→ PROBLEM TO SOLVE: Check each line of the data for "dead", and copy the ones that have it.

Stored data
::::::::::

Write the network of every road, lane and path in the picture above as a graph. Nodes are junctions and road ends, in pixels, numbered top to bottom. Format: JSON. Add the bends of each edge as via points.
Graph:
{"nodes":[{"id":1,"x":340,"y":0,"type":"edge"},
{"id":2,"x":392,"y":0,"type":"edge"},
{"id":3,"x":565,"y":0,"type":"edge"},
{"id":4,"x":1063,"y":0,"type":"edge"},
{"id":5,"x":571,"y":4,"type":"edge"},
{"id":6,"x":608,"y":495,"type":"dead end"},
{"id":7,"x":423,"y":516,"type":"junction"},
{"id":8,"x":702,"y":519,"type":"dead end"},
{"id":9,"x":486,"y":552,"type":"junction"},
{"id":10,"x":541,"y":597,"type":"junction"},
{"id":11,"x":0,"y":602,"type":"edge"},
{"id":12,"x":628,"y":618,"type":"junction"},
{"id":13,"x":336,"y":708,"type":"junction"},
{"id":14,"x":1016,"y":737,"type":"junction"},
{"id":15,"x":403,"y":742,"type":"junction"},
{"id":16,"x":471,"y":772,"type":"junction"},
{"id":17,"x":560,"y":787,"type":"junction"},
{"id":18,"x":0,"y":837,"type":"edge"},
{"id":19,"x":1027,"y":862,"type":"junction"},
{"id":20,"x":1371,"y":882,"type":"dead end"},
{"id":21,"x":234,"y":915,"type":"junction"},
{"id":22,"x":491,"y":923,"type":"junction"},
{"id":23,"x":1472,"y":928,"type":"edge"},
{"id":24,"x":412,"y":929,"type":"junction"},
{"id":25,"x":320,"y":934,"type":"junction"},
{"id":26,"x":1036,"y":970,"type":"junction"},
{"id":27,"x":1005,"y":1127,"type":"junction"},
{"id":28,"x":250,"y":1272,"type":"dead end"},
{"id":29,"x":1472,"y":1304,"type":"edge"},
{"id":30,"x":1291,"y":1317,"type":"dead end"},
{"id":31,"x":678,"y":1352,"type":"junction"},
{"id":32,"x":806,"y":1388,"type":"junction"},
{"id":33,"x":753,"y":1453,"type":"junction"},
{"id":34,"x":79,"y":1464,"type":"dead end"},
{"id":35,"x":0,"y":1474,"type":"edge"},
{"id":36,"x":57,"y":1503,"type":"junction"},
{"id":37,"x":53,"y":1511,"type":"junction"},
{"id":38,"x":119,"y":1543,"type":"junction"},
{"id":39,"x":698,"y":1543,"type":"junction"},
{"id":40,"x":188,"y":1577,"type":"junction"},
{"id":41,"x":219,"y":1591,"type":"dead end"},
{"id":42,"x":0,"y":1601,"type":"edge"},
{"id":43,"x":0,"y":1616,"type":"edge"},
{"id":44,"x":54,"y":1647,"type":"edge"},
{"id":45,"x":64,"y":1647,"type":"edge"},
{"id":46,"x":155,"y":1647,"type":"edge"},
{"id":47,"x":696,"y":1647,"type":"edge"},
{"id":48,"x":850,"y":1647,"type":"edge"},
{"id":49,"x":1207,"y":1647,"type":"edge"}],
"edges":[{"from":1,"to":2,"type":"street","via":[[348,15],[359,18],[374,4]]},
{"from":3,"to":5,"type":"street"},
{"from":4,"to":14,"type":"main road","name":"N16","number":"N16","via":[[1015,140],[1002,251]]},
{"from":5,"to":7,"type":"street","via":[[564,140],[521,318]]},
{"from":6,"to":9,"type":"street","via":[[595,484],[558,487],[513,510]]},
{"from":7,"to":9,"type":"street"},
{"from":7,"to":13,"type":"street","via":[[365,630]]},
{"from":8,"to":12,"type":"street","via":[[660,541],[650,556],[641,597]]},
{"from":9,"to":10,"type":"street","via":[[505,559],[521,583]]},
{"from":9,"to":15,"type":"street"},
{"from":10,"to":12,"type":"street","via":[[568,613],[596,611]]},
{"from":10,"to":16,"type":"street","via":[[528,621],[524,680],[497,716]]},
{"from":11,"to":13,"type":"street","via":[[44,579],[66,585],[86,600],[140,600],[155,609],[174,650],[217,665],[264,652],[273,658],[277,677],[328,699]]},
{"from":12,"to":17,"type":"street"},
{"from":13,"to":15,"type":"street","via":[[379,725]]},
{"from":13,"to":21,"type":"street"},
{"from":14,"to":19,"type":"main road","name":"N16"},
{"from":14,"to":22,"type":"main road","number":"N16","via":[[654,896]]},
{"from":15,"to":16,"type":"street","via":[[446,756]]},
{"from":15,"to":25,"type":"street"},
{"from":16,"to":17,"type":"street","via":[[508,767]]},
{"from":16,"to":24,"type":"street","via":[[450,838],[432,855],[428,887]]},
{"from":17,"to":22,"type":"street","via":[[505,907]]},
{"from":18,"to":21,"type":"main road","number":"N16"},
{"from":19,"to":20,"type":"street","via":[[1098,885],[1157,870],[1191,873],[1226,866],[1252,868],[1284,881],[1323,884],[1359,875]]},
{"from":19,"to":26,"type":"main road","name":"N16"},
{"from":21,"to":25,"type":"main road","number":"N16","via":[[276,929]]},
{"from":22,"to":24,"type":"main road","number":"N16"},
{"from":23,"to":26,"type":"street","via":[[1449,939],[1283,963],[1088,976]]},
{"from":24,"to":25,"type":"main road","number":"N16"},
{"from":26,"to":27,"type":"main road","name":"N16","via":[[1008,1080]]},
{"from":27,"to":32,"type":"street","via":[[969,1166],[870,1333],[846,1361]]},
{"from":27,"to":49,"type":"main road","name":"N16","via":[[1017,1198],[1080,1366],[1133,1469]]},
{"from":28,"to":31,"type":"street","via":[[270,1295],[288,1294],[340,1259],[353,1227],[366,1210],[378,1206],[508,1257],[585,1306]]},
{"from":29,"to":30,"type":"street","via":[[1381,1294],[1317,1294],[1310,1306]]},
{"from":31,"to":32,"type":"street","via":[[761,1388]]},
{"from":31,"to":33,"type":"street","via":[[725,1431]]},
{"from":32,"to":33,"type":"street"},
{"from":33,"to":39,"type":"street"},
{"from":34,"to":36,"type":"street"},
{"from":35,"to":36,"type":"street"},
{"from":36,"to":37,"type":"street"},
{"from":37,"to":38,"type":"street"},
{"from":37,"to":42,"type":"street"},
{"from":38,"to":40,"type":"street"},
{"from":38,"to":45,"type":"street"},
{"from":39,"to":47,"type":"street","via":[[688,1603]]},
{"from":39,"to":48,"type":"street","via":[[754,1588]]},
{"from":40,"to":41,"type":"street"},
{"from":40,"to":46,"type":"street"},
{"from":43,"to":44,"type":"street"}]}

::::::::::

→ ANSWER SPACE:
{"id":6,"x":608,"y":495,"type":"dead end"},
{"id":8,"x":702,"y":519,"type":"dead end"},
{"id":20,"x":1371,"y":882,"type":"dead end"},
{"id":28,"x":250,"y":1272,"type":"dead end"},
{"id":30,"x":1291,"y":1317,"type":"dead end"},
{"id":34,"x":79,"y":1464,"type":"dead end"},
{"id":41,"x":219,"y":1591,"type":"dead end"},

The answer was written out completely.